Look, for example, at Kentucky Senator Rand Paul, a contender for the 2016 Republican presidential nomination who has also been known to moonlight as a conspiracy- monger. Earlier this month, he lent his name to a fundraising email that accused Obama of working with “anti-American globalists plot[ing] against the Constitution.”

It’s of a piece with South Carolina Senator Lindsay Graham’s assertion that the Obama administration manipulated talking points to avoid political blame for the attacks in Benghazi during the presidential election. “This is a story of manipulation by the government with the president being complicit of trying to tell a story seven weeks before an election that was politically beneficial for the White House, but did not represent the facts on the ground,” Graham said during an interview on Fox News two weeks ago.

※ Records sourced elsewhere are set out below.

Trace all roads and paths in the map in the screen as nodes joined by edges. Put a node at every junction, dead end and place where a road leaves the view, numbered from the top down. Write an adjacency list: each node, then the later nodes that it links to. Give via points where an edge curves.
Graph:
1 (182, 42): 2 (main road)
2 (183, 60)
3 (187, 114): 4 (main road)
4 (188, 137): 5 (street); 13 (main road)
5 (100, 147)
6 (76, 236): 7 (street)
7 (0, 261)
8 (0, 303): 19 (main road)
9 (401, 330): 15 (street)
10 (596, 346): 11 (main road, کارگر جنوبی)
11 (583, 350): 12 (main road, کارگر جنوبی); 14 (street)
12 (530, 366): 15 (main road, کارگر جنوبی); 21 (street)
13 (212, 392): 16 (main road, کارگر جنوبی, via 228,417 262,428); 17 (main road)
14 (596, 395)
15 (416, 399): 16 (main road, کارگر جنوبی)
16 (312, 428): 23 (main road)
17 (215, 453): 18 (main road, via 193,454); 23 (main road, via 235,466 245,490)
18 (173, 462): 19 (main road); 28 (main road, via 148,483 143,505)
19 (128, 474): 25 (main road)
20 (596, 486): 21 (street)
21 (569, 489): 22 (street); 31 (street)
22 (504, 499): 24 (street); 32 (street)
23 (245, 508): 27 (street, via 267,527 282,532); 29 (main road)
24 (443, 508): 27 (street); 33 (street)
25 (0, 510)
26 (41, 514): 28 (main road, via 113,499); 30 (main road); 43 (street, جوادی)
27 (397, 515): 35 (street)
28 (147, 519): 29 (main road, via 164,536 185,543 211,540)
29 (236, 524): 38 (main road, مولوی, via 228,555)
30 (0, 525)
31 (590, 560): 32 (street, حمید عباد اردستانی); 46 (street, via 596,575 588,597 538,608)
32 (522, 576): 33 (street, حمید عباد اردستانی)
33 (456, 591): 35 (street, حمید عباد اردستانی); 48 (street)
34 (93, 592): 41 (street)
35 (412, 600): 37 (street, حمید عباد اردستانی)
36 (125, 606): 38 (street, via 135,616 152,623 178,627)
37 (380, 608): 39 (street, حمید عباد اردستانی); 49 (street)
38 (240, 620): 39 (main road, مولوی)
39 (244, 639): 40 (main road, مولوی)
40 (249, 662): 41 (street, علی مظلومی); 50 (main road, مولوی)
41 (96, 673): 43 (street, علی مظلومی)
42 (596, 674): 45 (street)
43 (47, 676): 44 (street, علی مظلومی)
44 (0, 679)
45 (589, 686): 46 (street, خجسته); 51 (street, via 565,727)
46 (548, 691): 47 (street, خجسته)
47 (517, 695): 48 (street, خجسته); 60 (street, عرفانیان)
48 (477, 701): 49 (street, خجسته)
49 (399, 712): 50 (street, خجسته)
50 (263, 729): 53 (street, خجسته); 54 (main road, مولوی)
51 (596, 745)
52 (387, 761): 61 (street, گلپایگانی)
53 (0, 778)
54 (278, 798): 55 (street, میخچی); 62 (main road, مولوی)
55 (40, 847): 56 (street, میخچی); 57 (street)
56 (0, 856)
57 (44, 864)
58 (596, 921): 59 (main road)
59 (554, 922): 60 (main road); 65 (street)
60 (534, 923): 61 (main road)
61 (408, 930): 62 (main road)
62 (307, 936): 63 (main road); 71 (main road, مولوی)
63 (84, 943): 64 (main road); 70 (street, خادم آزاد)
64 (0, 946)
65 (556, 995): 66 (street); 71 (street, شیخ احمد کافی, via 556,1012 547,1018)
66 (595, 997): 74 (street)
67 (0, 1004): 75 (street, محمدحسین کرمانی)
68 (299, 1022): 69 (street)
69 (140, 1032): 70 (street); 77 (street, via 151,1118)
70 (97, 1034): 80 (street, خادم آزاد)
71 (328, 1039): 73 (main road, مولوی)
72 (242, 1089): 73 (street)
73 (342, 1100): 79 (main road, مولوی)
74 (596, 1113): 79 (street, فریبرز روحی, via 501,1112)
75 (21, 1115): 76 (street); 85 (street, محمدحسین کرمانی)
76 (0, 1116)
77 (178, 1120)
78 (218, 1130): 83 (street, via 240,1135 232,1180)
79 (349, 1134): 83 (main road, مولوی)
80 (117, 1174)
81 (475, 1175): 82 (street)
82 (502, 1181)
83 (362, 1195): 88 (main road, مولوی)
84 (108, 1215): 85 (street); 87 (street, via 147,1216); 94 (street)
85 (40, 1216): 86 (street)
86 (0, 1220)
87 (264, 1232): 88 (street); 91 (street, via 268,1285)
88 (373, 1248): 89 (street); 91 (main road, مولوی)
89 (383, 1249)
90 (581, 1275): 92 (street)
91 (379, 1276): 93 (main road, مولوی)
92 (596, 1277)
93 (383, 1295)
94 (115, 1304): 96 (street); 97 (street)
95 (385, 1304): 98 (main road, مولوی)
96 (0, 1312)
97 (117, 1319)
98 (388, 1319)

And that’s just the national Republican Party. In states like Virginia, the party has elevated candidates who take Bachmann’s extremism and dial it to 11. E.W. Jackson, the Virginia GOP’s nominee for lieutenant governor, has already made national news with his furious denunciations of same-sex marriage, LGBT Americans (they’re “sick people psychologically, mentally, and emotionally”), and Planned Parenthood (it’s worse than the Ku Klux Klan). Their gubernatorial nominee, Attorney General Ken Cuccinelli, differs only by degree. He won’t accuse reproductive rights advocates of engaging in an anti-black genocide, but he will go after groups that attempt to dispense accurate information on sexually transmitted infections, contraceptives, and sexual health.

Observers from across the political spectrum are cheering Michele Bachmann’s departure from politics, and for good reason: She was a toxic influence on public life. But it’s worth remembering that what she represents—extreme right-wing paranoia—is still present and powerful on the national stage.